Realistic opto-mechanical modelling of plastic optical fiber coupling systems

Today a lot of applications (datacommunication, automation, sensing, automotive . . . ) make use of plastic optical fibers (POF) to carry data over short distances. In this paper we will focus on the case study of a resonant cavity light emitting diode (RCLED) in combination with a POF. First we compare the optimal coupling efficiency of different coupling configurations (with ball lens, micro-lens and reflector) using non-sequential ray tracing software. Because we want to involve all specified external perturbations of the complete system we use Monte-Carlo based 3D opto-mechanical tolerancing to obtain the ideal optical system and its dimensions and tolerances.
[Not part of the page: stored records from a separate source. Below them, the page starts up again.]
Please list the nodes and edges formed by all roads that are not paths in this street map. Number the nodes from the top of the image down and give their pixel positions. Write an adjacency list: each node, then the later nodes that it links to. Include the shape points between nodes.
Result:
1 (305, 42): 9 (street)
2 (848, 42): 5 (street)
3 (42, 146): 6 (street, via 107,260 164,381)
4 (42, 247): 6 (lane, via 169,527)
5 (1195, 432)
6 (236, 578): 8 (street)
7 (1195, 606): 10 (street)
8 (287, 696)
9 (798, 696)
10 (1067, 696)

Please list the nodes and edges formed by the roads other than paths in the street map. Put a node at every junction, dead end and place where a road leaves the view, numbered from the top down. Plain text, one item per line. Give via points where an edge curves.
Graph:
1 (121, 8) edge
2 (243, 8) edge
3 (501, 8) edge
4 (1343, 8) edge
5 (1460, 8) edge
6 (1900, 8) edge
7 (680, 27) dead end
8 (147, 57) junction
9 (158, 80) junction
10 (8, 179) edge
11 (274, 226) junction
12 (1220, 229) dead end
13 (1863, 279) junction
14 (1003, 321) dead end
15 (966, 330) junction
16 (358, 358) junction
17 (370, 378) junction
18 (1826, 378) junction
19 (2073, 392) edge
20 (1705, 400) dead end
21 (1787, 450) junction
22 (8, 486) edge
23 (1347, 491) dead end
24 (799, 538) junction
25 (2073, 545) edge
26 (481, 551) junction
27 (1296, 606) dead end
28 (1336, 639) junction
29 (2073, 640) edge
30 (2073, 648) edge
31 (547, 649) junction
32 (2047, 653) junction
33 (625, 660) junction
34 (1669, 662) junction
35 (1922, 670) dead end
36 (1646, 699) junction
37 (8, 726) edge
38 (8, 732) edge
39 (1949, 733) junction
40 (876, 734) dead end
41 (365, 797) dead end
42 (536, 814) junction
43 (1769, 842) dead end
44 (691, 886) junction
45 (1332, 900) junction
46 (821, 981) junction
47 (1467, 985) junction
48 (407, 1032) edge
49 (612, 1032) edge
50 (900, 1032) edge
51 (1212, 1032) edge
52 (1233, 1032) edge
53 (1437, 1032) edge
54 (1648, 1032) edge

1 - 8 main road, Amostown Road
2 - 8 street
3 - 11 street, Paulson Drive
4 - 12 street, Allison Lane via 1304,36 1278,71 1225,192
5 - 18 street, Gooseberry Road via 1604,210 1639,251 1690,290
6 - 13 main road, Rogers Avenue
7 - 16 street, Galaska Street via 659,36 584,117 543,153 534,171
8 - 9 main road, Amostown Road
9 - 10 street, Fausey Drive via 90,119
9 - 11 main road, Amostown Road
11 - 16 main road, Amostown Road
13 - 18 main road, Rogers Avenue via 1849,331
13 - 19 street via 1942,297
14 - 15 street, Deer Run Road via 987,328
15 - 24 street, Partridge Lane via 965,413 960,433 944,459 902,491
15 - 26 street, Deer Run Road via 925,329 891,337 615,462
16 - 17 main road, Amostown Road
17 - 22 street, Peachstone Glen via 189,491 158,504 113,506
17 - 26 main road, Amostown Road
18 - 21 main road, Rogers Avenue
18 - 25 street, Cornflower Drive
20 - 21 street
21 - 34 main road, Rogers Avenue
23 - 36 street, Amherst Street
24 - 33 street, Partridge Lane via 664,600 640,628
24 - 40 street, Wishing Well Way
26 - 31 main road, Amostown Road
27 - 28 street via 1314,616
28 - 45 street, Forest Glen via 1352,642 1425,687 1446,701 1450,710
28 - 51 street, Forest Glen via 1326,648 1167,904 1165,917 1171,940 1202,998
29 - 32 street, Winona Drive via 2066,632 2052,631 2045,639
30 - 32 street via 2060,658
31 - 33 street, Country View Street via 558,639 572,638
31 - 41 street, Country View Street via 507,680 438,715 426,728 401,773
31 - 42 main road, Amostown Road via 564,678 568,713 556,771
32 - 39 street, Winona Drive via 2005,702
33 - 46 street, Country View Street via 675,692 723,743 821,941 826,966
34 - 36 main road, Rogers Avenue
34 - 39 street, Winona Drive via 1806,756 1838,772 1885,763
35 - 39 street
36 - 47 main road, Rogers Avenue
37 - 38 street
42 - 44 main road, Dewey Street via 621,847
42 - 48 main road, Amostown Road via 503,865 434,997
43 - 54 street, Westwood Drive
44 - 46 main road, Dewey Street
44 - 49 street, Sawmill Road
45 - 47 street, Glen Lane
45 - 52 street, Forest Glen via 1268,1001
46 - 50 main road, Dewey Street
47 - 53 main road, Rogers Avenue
The definition of the best design will be based on a guaranteed minimum coupled power for a system subject to prescribed dimensional and geometrical deviations. To define the source model, we used extensive measurements. We import the measurement data of the light source to obtain realistic simulation results. Therefore we performed a full quantitative characterization of this source. More in particular we measured the total output power, the optical spectrum and the far-field pattern by using an integrating sphere, a spectrum analyzer and a goniometric radiometer respectively at different temperatures. We investigated two different situations, one where the RCLED emits light directly in air and the other where the light of this source first passes through epoxy before being measured in air like it is the case in a lot of coupling configurations.